It’s not hard to list off the different essential vitamins – it’s basically just like the ABC’s. But what a lot of people don’t know is what each vitamin does for your body and why it is essential.
Life is meant to put you through the wringer – and your body are built for it. Even when going through the trials of menopause and having to deal with vaginal dryness, your body is built to withstand it. This is accredited to the different vitamins you have in your body and making sure you get enough of them on a day-to-day basis.
Vitamin A is good for creating and maintaining healthy eyes, teeth and skin as well as growth and development in general. Carrots along with other orange foods are especially good sources of Vitamin A.
Unprocessed foods, such as whole grains, potatoes and bananas, are good sources of B vitamins, which help produce energy, strengthen immune function and the absorption of iron.
This vitamin has many benefits, including strengthening blood vessels, anti-oxidant function, iron absorption and skin elasticity. The best (and most well-known) source of Vitamin C is oranges. Other fruits and veggies — guava, peppers, kiwi, strawberries — are also good sources.
Vitamin D is good for creating strong, healthy bones and is found in eggs, fish and mushrooms. Spending time in the sun is also a good way to stimulate Vitamin D production.
For good blood circulation and free radical protection, Vitamin E is your go-to. Almonds are rich in this vitamin as well as other nuts, sunflower seeds and tomatoes.

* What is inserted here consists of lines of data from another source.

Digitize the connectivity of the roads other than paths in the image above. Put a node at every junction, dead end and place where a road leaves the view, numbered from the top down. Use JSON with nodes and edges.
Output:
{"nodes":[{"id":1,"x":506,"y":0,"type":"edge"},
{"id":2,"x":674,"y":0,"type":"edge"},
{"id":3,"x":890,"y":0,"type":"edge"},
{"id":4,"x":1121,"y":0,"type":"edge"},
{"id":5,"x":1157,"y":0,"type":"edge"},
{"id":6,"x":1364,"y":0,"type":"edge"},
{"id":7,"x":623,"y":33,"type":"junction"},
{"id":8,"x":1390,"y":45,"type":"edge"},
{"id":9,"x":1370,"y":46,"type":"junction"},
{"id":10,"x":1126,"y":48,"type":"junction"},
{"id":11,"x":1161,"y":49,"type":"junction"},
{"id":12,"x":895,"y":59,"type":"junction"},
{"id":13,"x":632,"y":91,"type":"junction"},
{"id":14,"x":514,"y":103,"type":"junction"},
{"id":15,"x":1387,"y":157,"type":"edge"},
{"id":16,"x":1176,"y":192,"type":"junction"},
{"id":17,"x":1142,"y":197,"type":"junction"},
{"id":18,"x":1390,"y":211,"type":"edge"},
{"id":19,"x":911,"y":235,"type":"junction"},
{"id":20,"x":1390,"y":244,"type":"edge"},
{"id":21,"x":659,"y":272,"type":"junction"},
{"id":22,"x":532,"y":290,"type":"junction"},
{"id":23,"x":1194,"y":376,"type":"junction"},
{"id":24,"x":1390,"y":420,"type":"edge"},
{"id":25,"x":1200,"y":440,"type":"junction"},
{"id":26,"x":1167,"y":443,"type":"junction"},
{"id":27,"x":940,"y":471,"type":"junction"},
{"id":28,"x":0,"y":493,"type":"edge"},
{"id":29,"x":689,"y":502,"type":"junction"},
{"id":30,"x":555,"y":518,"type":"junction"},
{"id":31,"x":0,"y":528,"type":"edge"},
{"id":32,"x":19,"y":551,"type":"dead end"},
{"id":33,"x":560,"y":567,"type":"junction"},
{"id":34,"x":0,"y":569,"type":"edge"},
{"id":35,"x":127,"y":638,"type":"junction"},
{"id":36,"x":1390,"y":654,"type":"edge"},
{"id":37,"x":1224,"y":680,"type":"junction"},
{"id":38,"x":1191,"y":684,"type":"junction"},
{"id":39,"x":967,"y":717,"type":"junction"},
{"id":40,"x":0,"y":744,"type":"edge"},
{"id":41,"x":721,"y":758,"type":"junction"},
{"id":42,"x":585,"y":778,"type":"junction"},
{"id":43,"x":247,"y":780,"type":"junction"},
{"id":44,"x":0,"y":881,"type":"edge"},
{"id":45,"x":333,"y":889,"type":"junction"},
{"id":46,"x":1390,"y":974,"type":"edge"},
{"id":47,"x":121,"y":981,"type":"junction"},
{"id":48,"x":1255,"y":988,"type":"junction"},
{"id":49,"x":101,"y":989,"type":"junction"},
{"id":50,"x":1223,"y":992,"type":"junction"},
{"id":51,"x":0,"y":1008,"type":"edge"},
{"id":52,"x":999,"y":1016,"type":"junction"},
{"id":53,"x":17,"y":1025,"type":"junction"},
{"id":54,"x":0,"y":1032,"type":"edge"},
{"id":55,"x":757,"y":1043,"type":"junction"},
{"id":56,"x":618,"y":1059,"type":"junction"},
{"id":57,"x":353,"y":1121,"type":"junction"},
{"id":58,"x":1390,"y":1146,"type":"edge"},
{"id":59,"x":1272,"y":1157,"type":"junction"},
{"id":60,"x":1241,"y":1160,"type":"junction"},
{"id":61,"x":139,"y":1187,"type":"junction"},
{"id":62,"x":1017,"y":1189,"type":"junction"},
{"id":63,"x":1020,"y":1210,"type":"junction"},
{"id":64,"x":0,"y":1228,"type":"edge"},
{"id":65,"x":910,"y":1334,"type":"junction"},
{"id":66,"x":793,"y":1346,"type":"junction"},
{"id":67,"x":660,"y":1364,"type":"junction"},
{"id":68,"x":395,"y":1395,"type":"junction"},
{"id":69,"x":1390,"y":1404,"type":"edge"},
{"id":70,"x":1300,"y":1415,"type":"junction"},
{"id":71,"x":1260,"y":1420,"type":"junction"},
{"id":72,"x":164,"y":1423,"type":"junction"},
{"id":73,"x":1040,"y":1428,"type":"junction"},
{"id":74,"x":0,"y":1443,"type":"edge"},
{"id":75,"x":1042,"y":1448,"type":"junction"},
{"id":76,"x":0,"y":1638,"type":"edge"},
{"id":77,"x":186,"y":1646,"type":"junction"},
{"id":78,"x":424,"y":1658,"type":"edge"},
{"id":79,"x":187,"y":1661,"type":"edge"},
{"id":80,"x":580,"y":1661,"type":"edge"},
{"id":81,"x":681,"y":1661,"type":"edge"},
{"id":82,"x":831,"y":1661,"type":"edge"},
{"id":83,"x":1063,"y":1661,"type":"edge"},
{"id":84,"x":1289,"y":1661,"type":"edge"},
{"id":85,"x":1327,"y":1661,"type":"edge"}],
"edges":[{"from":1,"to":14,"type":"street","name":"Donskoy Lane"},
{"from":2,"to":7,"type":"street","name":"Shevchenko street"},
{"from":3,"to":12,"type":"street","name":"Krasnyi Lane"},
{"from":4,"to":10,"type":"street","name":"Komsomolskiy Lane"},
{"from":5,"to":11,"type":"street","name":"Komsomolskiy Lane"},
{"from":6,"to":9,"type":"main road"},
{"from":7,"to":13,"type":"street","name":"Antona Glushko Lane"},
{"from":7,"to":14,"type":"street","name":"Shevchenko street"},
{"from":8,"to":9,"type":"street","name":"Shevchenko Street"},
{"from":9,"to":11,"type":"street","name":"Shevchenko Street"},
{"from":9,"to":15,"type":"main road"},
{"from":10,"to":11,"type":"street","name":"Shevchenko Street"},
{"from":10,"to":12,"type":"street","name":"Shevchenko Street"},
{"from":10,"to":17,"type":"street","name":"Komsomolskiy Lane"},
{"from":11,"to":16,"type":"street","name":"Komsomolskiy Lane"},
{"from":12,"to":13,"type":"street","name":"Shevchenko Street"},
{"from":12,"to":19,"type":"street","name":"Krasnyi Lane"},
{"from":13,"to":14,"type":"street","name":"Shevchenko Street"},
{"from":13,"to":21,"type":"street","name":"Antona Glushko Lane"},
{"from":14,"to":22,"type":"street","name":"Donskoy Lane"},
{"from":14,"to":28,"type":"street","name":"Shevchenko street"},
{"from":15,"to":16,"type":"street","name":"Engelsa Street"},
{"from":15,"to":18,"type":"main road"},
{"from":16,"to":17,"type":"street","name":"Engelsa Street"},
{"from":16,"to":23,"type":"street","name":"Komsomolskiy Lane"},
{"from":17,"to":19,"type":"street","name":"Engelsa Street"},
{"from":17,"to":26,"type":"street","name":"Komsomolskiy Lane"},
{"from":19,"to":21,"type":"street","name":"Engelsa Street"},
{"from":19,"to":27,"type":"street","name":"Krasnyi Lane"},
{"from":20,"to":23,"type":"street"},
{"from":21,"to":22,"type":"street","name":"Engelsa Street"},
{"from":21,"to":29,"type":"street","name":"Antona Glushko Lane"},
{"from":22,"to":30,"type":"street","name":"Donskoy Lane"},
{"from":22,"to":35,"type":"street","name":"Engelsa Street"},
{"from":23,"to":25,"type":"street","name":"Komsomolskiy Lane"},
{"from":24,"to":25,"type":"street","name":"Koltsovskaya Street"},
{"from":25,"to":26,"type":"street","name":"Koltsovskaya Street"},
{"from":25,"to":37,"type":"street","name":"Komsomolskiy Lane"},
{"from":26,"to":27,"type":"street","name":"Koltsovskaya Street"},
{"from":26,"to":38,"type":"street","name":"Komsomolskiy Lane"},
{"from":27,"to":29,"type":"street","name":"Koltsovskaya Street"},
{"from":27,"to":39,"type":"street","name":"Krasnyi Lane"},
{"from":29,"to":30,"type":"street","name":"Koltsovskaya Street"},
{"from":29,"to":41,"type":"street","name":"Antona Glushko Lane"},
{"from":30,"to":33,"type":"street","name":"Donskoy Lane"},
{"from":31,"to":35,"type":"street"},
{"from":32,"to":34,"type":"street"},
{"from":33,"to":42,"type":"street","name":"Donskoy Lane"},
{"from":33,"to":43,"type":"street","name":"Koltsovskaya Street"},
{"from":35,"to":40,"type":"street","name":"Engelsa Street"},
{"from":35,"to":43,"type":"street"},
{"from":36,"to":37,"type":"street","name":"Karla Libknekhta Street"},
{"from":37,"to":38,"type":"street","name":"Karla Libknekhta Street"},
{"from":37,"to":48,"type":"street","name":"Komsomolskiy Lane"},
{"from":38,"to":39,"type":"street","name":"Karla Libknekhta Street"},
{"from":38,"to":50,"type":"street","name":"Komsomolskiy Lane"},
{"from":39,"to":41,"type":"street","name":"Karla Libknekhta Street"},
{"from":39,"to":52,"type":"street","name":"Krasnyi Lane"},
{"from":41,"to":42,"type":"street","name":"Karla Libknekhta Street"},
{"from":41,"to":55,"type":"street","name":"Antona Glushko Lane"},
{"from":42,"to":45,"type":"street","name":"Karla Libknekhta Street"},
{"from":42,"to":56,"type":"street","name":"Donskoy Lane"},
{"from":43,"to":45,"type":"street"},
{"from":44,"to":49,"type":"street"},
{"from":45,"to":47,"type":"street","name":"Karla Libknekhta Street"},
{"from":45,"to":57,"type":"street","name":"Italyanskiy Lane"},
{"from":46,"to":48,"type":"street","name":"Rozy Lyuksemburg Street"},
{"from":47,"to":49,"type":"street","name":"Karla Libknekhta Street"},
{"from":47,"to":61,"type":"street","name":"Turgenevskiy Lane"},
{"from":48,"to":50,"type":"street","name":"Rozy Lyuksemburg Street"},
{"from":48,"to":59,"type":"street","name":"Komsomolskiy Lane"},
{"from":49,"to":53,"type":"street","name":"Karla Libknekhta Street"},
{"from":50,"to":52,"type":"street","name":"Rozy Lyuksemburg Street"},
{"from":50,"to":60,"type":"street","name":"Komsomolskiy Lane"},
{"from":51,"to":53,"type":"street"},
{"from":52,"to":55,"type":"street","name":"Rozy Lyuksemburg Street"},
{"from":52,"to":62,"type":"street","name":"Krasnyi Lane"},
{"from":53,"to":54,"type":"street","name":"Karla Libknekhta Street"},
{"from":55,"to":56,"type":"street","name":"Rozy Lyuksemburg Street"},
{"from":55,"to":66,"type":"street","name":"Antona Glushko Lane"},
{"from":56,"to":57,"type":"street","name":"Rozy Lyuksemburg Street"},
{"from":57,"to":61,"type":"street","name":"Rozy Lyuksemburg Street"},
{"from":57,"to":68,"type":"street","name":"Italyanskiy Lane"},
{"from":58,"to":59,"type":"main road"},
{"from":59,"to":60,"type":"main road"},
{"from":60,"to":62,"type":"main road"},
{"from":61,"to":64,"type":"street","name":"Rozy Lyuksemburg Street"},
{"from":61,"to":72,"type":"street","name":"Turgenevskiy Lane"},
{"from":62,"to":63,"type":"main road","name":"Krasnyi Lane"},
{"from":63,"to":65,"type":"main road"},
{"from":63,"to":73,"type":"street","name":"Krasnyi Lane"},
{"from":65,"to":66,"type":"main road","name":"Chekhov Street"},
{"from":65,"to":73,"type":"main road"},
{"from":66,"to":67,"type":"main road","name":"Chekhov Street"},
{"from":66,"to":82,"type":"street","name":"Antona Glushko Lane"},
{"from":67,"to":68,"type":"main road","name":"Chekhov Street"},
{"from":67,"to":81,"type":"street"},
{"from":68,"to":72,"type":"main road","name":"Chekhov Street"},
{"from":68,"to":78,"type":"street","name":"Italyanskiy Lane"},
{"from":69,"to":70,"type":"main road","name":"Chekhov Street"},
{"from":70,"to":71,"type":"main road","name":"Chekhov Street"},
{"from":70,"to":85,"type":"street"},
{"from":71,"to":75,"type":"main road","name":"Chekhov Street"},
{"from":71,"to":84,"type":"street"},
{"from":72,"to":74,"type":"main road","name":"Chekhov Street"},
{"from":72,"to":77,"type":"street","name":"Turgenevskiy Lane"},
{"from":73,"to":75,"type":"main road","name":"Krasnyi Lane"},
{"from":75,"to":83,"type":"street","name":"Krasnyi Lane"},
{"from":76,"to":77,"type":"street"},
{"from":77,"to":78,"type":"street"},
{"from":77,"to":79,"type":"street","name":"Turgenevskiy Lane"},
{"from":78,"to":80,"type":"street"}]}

This vitamin helps the blood clot. Leafy greens such as kale, spinach, brussels sprouts and broccoli are the best natural sources of Vitamin K.
Though there are also vitamin supplements available to help you get your daily dose, using natural supplements is highly preferred.
Next time you’re feeling the weight of the world (also known as menopause), just know your body is built to take it. No vaginal dryness or painful intercourse can get you down –at least not with the help of these essential vitamins.